The paper faces the topic of the double in its implications with the visible and public surface. Historic buildings, large existing complexes, and social and cultural hubs of the community require, in their maintenance, restoration or repair phases, to be covered by a temporary skin, an exoskeleton for new temporary façades. Often, this new threshold bears an approximate mechanical reproduction of the façade behind it. We have all seen at least once a large European square with its Opera House or its Palace of Justice “wrapped” during works. These skins become temporary fronts for the architecture they protect, surrogate twins that produce a significant atmospheric and urban impact, altering the perception of the space and influencing the dynamics of the city. However, the visual effect of these clad scaffoldings, accurate as they may be, produces static simulations of what they hide and limits the passerby’s imagination of what will be the building reborn, like a butterfly from its chrysalis.
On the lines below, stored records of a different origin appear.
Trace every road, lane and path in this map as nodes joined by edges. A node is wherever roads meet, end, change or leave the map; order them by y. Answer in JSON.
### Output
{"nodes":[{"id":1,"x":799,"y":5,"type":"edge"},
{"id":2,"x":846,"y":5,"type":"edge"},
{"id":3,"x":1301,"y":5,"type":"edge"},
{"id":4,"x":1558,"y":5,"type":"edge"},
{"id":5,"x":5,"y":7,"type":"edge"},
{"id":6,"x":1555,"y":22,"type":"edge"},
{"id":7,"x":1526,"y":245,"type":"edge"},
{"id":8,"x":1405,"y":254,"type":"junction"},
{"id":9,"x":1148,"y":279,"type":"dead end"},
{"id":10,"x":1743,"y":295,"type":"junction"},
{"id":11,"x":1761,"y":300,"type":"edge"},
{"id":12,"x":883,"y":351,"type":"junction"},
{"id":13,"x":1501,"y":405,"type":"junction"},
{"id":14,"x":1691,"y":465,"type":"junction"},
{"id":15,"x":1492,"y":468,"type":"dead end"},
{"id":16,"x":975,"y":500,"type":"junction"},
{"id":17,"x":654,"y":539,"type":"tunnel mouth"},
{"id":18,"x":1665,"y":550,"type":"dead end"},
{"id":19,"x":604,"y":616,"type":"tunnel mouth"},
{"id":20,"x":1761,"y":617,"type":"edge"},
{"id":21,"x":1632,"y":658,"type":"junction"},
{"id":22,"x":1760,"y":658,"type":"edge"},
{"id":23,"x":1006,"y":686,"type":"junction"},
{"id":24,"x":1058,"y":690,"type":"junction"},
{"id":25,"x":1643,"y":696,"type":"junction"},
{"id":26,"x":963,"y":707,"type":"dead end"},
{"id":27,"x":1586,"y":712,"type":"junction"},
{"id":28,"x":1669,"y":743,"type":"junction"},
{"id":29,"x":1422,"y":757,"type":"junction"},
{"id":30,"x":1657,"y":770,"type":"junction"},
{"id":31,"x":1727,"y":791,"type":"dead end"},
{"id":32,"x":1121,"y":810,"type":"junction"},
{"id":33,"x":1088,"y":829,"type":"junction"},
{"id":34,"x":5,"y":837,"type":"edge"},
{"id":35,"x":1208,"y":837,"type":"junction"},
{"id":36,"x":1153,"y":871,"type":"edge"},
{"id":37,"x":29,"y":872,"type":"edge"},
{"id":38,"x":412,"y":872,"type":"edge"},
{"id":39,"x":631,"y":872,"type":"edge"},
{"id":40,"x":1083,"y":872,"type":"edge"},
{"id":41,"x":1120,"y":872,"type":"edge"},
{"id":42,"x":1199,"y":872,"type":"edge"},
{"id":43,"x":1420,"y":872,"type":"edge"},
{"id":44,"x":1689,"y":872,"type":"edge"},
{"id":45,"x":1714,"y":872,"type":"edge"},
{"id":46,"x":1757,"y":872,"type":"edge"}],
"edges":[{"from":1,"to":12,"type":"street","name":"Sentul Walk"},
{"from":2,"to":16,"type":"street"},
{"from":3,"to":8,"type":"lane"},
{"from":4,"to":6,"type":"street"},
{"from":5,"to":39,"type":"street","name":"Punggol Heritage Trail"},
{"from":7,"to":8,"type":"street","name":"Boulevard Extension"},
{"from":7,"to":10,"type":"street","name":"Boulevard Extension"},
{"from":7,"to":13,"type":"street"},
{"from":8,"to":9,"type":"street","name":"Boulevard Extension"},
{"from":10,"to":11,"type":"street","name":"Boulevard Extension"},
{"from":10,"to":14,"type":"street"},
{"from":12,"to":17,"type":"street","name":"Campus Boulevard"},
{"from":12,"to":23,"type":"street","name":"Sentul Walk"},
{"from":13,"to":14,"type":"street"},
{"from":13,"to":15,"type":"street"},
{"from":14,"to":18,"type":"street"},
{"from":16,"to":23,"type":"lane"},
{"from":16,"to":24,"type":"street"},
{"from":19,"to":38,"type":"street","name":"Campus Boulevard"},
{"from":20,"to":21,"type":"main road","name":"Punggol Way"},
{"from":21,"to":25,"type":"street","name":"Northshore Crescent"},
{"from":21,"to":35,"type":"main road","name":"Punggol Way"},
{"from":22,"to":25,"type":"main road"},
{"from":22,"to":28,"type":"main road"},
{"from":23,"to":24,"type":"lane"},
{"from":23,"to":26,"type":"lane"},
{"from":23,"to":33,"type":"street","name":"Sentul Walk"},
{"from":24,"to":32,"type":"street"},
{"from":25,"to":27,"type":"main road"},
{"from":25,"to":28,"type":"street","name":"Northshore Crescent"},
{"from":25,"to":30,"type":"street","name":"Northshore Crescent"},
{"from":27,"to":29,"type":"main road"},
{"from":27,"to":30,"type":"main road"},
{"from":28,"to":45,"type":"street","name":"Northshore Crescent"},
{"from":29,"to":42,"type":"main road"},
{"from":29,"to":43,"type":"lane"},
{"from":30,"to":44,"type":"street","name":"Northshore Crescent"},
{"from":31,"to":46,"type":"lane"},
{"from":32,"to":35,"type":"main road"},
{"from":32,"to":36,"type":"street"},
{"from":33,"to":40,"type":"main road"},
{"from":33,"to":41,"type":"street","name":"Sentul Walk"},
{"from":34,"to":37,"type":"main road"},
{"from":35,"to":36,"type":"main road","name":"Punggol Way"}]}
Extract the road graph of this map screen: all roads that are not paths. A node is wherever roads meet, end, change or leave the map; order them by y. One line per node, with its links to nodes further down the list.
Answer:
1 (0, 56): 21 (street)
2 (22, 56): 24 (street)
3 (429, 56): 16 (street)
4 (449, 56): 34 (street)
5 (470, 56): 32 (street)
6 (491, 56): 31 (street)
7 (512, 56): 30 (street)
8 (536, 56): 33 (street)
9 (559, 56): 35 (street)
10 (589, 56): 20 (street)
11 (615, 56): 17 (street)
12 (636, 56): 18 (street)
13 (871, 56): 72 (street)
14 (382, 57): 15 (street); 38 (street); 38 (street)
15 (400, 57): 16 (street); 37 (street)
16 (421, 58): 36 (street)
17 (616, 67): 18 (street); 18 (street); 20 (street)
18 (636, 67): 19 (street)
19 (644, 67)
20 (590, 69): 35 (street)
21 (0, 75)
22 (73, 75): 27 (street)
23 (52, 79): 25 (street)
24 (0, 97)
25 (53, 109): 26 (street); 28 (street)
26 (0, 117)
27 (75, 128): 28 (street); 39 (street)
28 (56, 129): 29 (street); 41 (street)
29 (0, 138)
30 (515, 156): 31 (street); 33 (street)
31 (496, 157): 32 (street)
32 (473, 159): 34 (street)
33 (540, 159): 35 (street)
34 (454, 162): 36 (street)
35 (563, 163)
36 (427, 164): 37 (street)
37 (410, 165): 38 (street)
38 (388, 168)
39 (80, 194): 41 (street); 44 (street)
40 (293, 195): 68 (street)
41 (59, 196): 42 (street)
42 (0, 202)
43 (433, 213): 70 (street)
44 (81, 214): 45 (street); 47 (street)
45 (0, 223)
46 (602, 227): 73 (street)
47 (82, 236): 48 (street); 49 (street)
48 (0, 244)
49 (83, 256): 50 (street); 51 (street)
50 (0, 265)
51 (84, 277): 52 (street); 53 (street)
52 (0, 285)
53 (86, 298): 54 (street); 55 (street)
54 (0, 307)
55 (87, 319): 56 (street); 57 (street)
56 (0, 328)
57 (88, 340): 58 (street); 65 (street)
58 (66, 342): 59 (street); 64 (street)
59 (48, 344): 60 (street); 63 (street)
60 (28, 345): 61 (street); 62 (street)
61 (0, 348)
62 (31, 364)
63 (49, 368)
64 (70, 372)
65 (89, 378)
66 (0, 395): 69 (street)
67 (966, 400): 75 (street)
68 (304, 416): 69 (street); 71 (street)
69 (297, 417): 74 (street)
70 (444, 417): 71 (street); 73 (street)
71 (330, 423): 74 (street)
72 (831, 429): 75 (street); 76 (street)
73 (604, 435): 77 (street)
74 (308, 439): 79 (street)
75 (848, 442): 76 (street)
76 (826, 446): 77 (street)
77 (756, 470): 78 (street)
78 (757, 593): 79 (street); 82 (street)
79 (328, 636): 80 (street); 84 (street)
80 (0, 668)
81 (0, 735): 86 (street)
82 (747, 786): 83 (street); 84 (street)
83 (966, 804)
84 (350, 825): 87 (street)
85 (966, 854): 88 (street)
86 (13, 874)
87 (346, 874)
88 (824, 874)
By focusing on these boundary surfaces, these fictitious enclosures, we can uncover insights that challenge us to rethink these physical systems. What if these “double skins” could represent something other than themselves, another architecture or differently scaled spaces? What spatial relationships could emerge if they became supports for hypertextual references? What if they were no longer temporary but could gradually merge with what they cover, with the city and the landscape? These and other questions are at the centre of this research experimentation. This exploration sees scaffolding and its coatings as the protagonists of a possible multiplication of meaning, inviting designers and researchers to engage and contribute to the field of architecture.

Keywords: façade; scaffolding; surface architecture; envelope; construction field.